Configuring StarCluster¶
Creating Configuration File¶
After StarCluster has been installed, the next step is to update your StarCluster configuration
$ starcluster help
StarCluster - (http://star.mit.edu/cluster)
Software Tools for Academics and Researchers (STAR)
Please submit bug reports to starcluster@mit.edu
cli.py:87 - ERROR - config file /home/user/.starcluster/config does not exist
Options:
--------
[1] Show the StarCluster config template
[2] Write config template to /home/user/.starcluster/config
[q] Quit
Please enter your selection:
Select the second option by typing 2 and press enter. This will give you a template to use to create a configuration file containing your AWS credentials, cluster settings, etc. The next step is to customize this file using your favorite text-editor
$ emacs ~/.starcluster/config
Updating AWS Credentials¶
This file is commented with example “cluster templates”. A cluster template defines a set of configuration settings used to start a new cluster. The config template provides a smallcluster template that is ready to go out-of-the-box. However, first, you must fill in your AWS credentials and keypair info
[aws info]
aws_access_key_id = # your aws access key id here
aws_secret_access_key = # your secret aws access key here
aws_user_id = # your 12-digit aws user id here
To find your AWS User ID, see Finding your Account Canonical User ID
You can get your root user credentials from the Security Credentials page on AWS
Management Console. However, root credentials allow for full access to all
resources on your account and it is recommended that you create separate IAM
(Identity and Access Management) user credentials for managing access to your
EC2 resources. To create IAM user credentials, see Creating IAM Users
(Console)
For StarCluster, create an IAM user with the EC2 Full Access
permission.
If you don’t already have a keypair, you can generate one using StarCluster by running:
$ starcluster createkey mykey -o ~/.ssh/mykey.rsa
This will create a keypair called mykey on Amazon EC2 and save the private key to ~/.ssh/mykey.rsa. Once you have a key the next step is to fill in your keypair info in the StarCluster config file
[key mykey]
key_location = ~/.ssh/mykey.rsa
Also, update the following information for the smallcluster configuration:
[cluster smallcluster]
..
KEYNAME = mykey
..
Now that the basic configuration for StarCluster is complete, you can directly launch instances using StarCluster. However, note that EC2 charges are not pro rata and you will be charged for an entire hour even if you run an instance for a few minutes. Before attempting to deploy an instance/cluster you can modify the following information in your cluster configuration:
[cluster smallcluster]
..
NODE_INSTANCE_TYPE=t2.micro
NODE_IMAGE_ID=ami-6b211202
..
Now you can launch an EC2 instance using:
$ starcluster start smallcluster
You can SSH into the master node by running:
$ starcluster sshmaster smallcluster
You can transfer files to the nodes using the get
and put
commands as:
$ starcluster put /path/to/local/file/or/dir /remote/path/
$ starcluster get /path/to/remote/file/or/dir /local/path/
Finally, you can terminate the instance by running:
$ starcluster terminate smallcluster
Setting up PySPH for StarCluster¶
Most of the public AMIs currently distributed for StarCluster are outdated and
have reached their end of life. To ensure a hassle-free experience while
further extending the AMI and installing packages, you can use the 64 bit
Ubuntu 16.04 AMI with AMI ID ami-01fdc27a
which has most StarCluster
dependencies and PySPH dependencies installed.

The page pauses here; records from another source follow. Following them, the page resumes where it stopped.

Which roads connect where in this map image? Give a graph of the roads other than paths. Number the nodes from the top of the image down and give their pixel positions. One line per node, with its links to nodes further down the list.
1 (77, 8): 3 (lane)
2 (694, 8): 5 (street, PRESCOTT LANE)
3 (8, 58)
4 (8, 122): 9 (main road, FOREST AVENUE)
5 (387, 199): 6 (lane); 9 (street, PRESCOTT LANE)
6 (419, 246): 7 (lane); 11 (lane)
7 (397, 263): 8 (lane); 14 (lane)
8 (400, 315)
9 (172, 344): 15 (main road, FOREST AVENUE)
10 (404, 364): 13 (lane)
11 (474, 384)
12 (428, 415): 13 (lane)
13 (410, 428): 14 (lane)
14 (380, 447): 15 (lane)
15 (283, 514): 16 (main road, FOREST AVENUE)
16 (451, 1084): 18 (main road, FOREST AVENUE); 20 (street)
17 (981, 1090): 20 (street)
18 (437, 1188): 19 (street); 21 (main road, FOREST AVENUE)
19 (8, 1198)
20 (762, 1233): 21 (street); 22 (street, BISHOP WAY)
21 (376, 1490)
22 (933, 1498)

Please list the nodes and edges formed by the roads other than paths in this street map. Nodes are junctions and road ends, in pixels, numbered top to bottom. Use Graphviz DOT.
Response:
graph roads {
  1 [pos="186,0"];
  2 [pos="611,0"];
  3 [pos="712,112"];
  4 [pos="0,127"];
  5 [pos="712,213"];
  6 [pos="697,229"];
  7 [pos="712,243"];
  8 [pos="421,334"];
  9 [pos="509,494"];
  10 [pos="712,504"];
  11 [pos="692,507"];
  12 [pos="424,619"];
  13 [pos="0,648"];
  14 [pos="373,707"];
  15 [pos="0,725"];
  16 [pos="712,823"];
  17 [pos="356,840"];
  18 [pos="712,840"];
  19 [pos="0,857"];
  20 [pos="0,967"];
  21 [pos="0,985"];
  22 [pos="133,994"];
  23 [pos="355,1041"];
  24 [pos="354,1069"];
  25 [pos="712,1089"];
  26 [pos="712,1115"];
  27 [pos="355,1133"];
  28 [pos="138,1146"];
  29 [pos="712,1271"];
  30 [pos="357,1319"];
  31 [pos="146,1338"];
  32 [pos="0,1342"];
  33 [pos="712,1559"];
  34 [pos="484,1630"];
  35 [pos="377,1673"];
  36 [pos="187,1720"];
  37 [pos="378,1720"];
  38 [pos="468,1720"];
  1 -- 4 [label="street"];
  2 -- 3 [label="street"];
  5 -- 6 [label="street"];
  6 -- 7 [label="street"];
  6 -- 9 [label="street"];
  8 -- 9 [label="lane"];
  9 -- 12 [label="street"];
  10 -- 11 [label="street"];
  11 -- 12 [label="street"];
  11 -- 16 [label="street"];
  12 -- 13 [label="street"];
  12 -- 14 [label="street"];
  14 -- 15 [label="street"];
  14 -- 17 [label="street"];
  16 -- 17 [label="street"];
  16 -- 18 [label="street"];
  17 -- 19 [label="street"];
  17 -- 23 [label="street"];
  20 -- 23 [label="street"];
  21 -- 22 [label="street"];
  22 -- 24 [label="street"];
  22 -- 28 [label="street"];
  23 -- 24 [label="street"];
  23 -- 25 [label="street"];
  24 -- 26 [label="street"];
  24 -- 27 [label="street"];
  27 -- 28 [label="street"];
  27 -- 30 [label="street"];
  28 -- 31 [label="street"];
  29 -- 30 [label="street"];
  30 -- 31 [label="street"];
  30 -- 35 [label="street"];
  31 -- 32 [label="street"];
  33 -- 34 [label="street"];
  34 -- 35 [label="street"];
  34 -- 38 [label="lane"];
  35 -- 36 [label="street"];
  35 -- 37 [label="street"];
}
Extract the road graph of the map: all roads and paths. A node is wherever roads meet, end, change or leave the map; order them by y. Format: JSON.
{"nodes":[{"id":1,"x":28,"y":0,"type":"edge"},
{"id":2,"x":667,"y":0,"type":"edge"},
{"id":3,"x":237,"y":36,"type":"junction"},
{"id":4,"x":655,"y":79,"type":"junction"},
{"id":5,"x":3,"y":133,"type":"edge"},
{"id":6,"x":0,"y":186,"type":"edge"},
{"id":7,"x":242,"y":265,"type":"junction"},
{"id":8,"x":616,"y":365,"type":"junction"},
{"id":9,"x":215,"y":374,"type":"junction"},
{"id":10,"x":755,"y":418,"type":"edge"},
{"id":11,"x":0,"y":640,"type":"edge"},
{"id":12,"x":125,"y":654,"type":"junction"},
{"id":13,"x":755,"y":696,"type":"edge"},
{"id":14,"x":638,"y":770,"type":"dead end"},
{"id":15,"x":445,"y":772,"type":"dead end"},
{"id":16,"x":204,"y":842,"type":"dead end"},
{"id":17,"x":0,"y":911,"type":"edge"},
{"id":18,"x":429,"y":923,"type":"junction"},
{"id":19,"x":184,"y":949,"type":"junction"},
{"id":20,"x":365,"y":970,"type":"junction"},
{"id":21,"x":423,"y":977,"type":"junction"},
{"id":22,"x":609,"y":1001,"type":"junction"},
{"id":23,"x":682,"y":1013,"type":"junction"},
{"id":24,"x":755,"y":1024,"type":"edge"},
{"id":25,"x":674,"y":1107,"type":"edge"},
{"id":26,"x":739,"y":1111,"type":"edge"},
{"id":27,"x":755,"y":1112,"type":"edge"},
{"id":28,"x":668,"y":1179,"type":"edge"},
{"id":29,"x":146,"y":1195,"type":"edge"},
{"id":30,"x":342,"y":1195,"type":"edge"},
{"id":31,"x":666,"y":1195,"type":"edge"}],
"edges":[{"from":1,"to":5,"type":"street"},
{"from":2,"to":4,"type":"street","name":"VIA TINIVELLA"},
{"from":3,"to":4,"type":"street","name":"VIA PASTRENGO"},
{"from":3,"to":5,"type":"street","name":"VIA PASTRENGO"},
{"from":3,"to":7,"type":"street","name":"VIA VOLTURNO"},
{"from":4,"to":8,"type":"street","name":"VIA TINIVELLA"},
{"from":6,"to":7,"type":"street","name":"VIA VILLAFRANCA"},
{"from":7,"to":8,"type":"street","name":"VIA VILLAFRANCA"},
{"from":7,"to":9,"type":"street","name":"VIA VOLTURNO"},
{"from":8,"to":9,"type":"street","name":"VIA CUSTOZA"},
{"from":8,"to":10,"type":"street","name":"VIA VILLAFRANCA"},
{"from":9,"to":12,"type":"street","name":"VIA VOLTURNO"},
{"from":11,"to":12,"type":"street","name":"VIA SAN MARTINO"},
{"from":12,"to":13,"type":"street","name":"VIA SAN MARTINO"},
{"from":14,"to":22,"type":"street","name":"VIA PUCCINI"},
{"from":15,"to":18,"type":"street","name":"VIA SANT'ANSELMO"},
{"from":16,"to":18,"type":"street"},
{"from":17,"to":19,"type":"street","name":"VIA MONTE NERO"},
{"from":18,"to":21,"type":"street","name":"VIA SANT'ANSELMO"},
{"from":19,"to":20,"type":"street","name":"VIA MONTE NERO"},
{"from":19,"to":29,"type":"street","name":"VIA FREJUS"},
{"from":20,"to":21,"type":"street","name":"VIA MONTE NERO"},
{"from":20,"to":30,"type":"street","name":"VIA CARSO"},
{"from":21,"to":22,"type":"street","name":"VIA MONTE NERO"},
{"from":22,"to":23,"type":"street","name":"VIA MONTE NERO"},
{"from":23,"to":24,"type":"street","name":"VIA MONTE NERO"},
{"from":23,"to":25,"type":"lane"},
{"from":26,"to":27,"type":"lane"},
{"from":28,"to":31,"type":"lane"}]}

Base AMI for PySPH [Optional]¶
The ami.sh
file which can be found in the starcluster
directory in the
PySPH repository automatically launches a vanilla 64-bit Ubuntu 16.04 instance,
installs any necessary StarCluster and PySPH dependencies and saves an AMI with
this configuration on your AWS account
$ ./ami.sh
The AMI ID of the generated image is stored in AMI_ID
. You can also see a
list of the AMIs currently in your AWS account by running
$ starcluster listimages
Cluster configuration for PySPH¶
Modify your StarCluster configuration file with the following
information. Launching a cluster with the following configuration will start 2
t2.micro instances, install the latest version of PySPH in each and keep track
of the nodes loaded in /home/pysph/PYSPH_HOSTS
:
[cluster pysphcluster]
KEYNAME = mykey
CLUSTER_SIZE = 2 # Number of nodes in cluster
CLUSTER_USER = pysph
CLUSTER_SHELL = bash
NODE_IMAGE_ID = ami-01fdc27a # Or AMI ID for base AMI generated previously
NODE_INSTANCE_TYPE = t2.micro # EC2 Instance type
PLUGINS = pysph_install
[plugin pysph_install]
setup_class = sc_pysph.PySPHInstaller
Also, copy sc_pysph.py
from the starcluster
directory to
~/.starcluster/plugins/
Running PySPH scripts on a cluster¶
You can start the cluster configured previously by running
$ starcluster start -c pysphcluster cluster
Assuming your PySPH file cube.py
is in the local home directory, you can
first transfer this file to the cluster:
$ starcluster put -u pysph cluster ~/cube.py /home/pysph/cube.py
Then run the PySPH code as:
$ starcluster sshmaster -u pysph cluster "mpirun -n 2 --hostfile ~/PYSPH_HOSTS python ~/cube.py"
Finally, you can get the output generated by PySPH back by running:
$ starcluster get -u pysph cluster /home/pysph/cube_output .